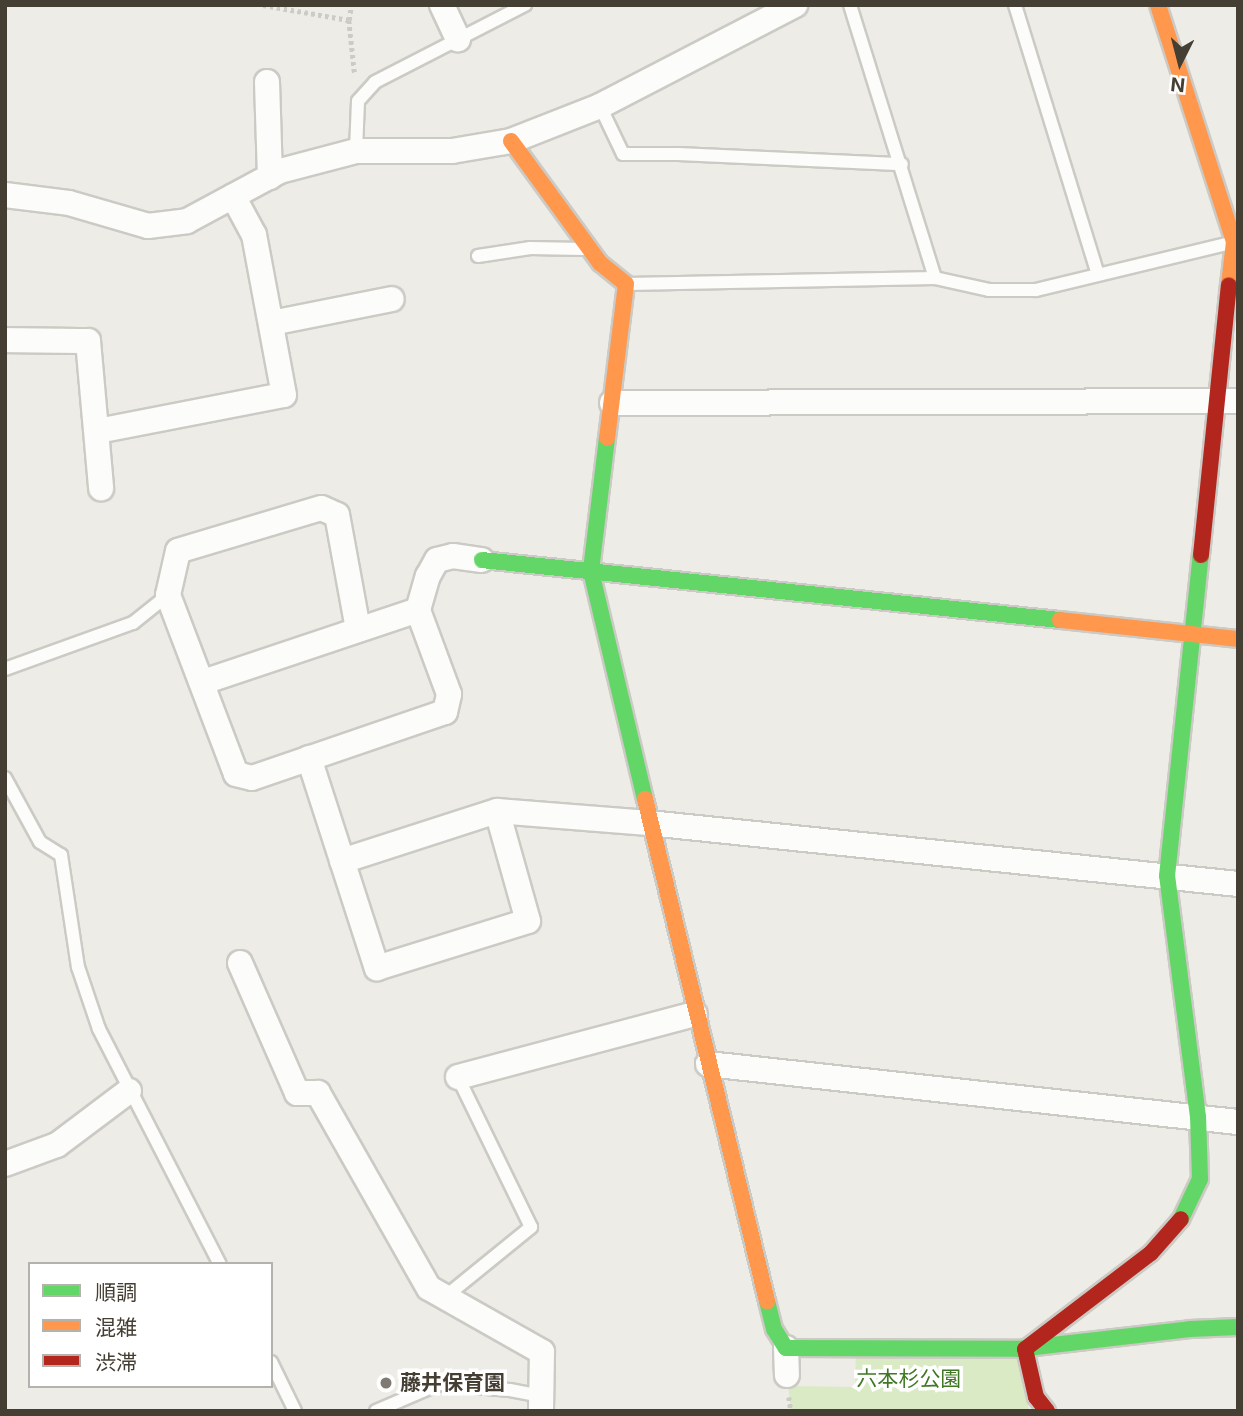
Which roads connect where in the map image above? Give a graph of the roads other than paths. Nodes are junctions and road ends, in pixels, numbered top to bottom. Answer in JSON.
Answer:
{"nodes":[{"id":1,"x":442,"y":5,"type":"edge"},
{"id":2,"x":525,"y":5,"type":"edge"},
{"id":3,"x":795,"y":5,"type":"edge"},
{"id":4,"x":850,"y":5,"type":"edge"},
{"id":5,"x":1015,"y":5,"type":"edge"},
{"id":6,"x":1158,"y":5,"type":"edge"},
{"id":7,"x":770,"y":11,"type":"edge"},
{"id":8,"x":458,"y":39,"type":"junction"},
{"id":9,"x":267,"y":82,"type":"dead end"},
{"id":10,"x":600,"y":106,"type":"junction"},
{"id":11,"x":511,"y":141,"type":"junction"},
{"id":12,"x":356,"y":150,"type":"junction"},
{"id":13,"x":902,"y":164,"type":"junction"},
{"id":14,"x":270,"y":177,"type":"junction"},
{"id":15,"x":5,"y":195,"type":"edge"},
{"id":16,"x":233,"y":196,"type":"junction"},
{"id":17,"x":1236,"y":242,"type":"edge"},
{"id":18,"x":590,"y":249,"type":"junction"},
{"id":19,"x":478,"y":257,"type":"dead end"},
{"id":20,"x":1098,"y":274,"type":"junction"},
{"id":21,"x":935,"y":278,"type":"junction"},
{"id":22,"x":626,"y":284,"type":"junction"},
{"id":23,"x":392,"y":299,"type":"dead end"},
{"id":24,"x":272,"y":323,"type":"junction"},
{"id":25,"x":5,"y":340,"type":"edge"},
{"id":26,"x":1228,"y":400,"type":"edge"},
{"id":27,"x":612,"y":403,"type":"junction"},
{"id":28,"x":98,"y":431,"type":"junction"},
{"id":29,"x":101,"y":488,"type":"dead end"},
{"id":30,"x":482,"y":560,"type":"joint"},
{"id":31,"x":591,"y":571,"type":"junction"},
{"id":32,"x":168,"y":595,"type":"junction"},
{"id":33,"x":418,"y":610,"type":"junction"},
{"id":34,"x":358,"y":629,"type":"junction"},
{"id":35,"x":1193,"y":634,"type":"junction"},
{"id":36,"x":1238,"y":639,"type":"edge"},
{"id":37,"x":5,"y":669,"type":"edge"},
{"id":38,"x":204,"y":682,"type":"junction"},
{"id":39,"x":309,"y":758,"type":"junction"},
{"id":40,"x":5,"y":778,"type":"edge"},
{"id":41,"x":497,"y":811,"type":"junction"},
{"id":42,"x":649,"y":823,"type":"junction"},
{"id":43,"x":342,"y":861,"type":"junction"},
{"id":44,"x":1167,"y":876,"type":"junction"},
{"id":45,"x":1238,"y":884,"type":"edge"},
{"id":46,"x":240,"y":963,"type":"dead end"},
{"id":47,"x":695,"y":1014,"type":"junction"},
{"id":48,"x":708,"y":1064,"type":"junction"},
{"id":49,"x":458,"y":1077,"type":"joint"},
{"id":50,"x":129,"y":1091,"type":"junction"},
{"id":51,"x":1198,"y":1117,"type":"junction"},
{"id":52,"x":1238,"y":1122,"type":"edge"},
{"id":53,"x":5,"y":1164,"type":"edge"},
{"id":54,"x":219,"y":1262,"type":"edge"},
{"id":55,"x":445,"y":1297,"type":"junction"},
{"id":56,"x":1238,"y":1327,"type":"edge"},
{"id":57,"x":786,"y":1348,"type":"junction"},
{"id":58,"x":1025,"y":1349,"type":"junction"},
{"id":59,"x":273,"y":1366,"type":"edge"},
{"id":60,"x":787,"y":1375,"type":"dead end"},
{"id":61,"x":541,"y":1404,"type":"edge"},
{"id":62,"x":295,"y":1411,"type":"edge"},
{"id":63,"x":376,"y":1411,"type":"edge"},
{"id":64,"x":1047,"y":1411,"type":"edge"}],
"edges":[{"from":1,"to":8,"type":"street"},
{"from":2,"to":8,"type":"lane"},
{"from":3,"to":7,"type":"street"},
{"from":4,"to":13,"type":"lane"},
{"from":5,"to":20,"type":"lane"},
{"from":6,"to":17,"type":"street"},
{"from":7,"to":10,"type":"street"},
{"from":8,"to":12,"type":"lane"},
{"from":9,"to":14,"type":"street"},
{"from":10,"to":11,"type":"street"},
{"from":10,"to":13,"type":"lane"},
{"from":11,"to":12,"type":"street"},
{"from":11,"to":18,"type":"street"},
{"from":12,"to":14,"type":"street"},
{"from":13,"to":21,"type":"lane"},
{"from":14,"to":16,"type":"street"},
{"from":15,"to":16,"type":"street"},
{"from":16,"to":24,"type":"street"},
{"from":17,"to":20,"type":"lane"},
{"from":17,"to":26,"type":"street"},
{"from":18,"to":19,"type":"lane"},
{"from":18,"to":22,"type":"street"},
{"from":20,"to":21,"type":"lane"},
{"from":21,"to":22,"type":"lane"},
{"from":22,"to":27,"type":"street"},
{"from":23,"to":24,"type":"street"},
{"from":24,"to":28,"type":"street"},
{"from":25,"to":28,"type":"street"},
{"from":26,"to":27,"type":"street"},
{"from":26,"to":35,"type":"street"},
{"from":27,"to":31,"type":"street"},
{"from":28,"to":29,"type":"street"},
{"from":30,"to":31,"type":"street"},
{"from":30,"to":33,"type":"street"},
{"from":31,"to":35,"type":"street"},
{"from":31,"to":42,"type":"street"},
{"from":32,"to":34,"type":"street"},
{"from":32,"to":37,"type":"lane"},
{"from":32,"to":38,"type":"street"},
{"from":33,"to":34,"type":"street"},
{"from":33,"to":39,"type":"street"},
{"from":34,"to":38,"type":"street"},
{"from":35,"to":36,"type":"street"},
{"from":35,"to":44,"type":"street"},
{"from":38,"to":39,"type":"street"},
{"from":39,"to":43,"type":"street"},
{"from":40,"to":50,"type":"lane"},
{"from":41,"to":42,"type":"street"},
{"from":41,"to":43,"type":"street"},
{"from":41,"to":43,"type":"street"},
{"from":42,"to":44,"type":"street"},
{"from":42,"to":47,"type":"street"},
{"from":44,"to":45,"type":"street"},
{"from":44,"to":51,"type":"street"},
{"from":46,"to":55,"type":"street"},
{"from":47,"to":48,"type":"street"},
{"from":47,"to":49,"type":"street"},
{"from":48,"to":51,"type":"street"},
{"from":48,"to":57,"type":"street"},
{"from":49,"to":55,"type":"lane"},
{"from":50,"to":53,"type":"street"},
{"from":50,"to":54,"type":"lane"},
{"from":51,"to":52,"type":"street"},
{"from":51,"to":58,"type":"street"},
{"from":55,"to":61,"type":"street"},
{"from":56,"to":58,"type":"street"},
{"from":57,"to":58,"type":"street"},
{"from":57,"to":60,"type":"street"},
{"from":58,"to":64,"type":"street"},
{"from":59,"to":62,"type":"lane"},
{"from":61,"to":63,"type":"lane"}]}
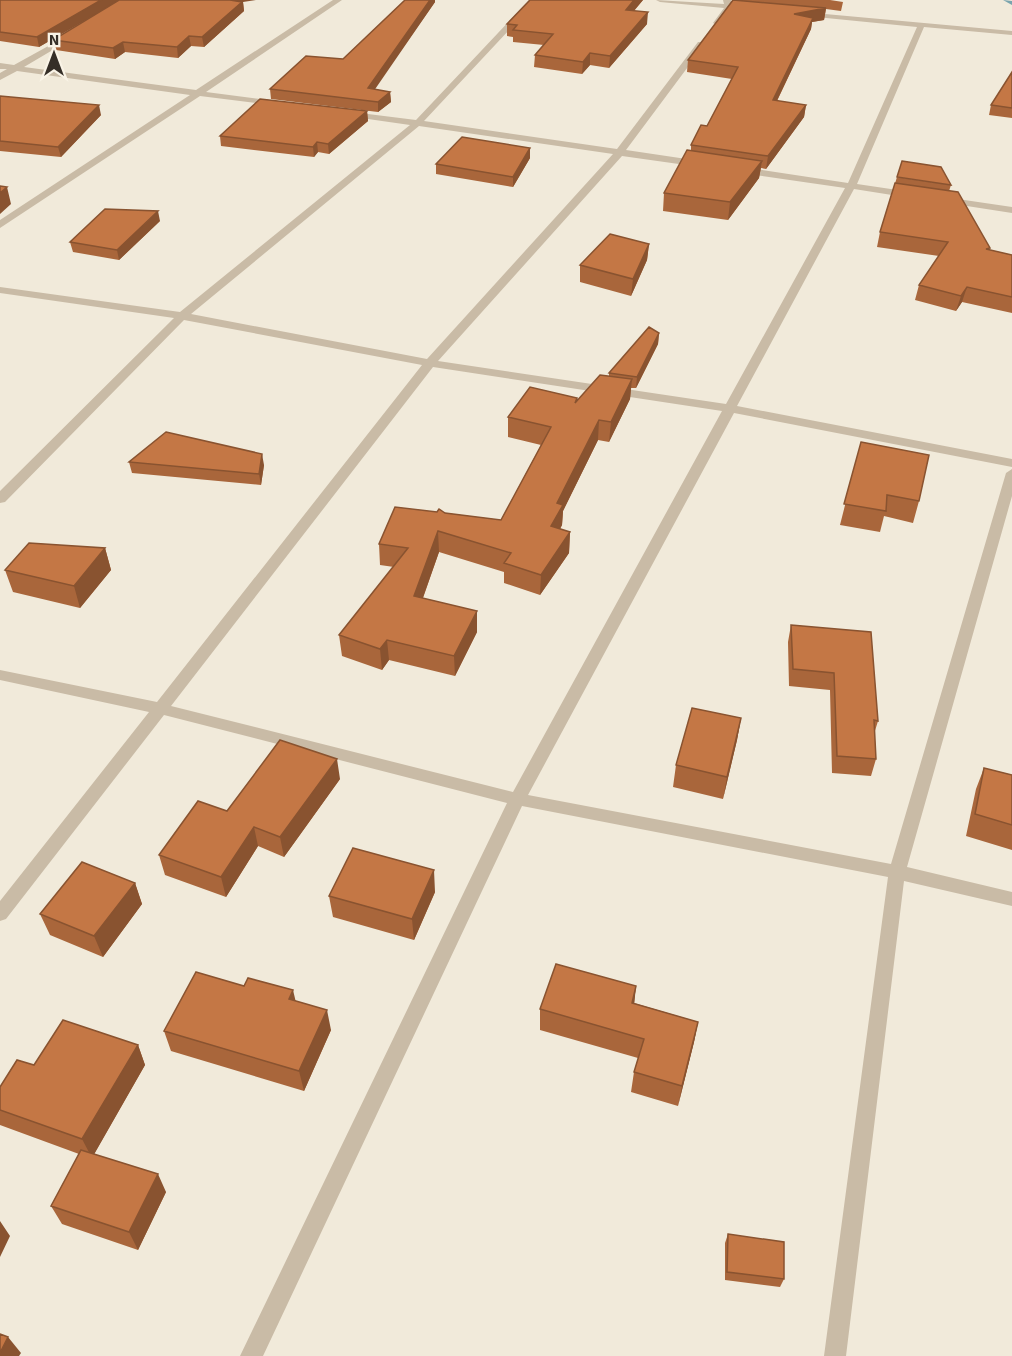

- Exercise: Filter the records, keeping only lines that contain "dead", and show those lines.

- Task response:
{"id":9,"x":267,"y":82,"type":"dead end"},
{"id":19,"x":478,"y":257,"type":"dead end"},
{"id":23,"x":392,"y":299,"type":"dead end"},
{"id":29,"x":101,"y":488,"type":"dead end"},
{"id":46,"x":240,"y":963,"type":"dead end"},
{"id":60,"x":787,"y":1375,"type":"dead end"},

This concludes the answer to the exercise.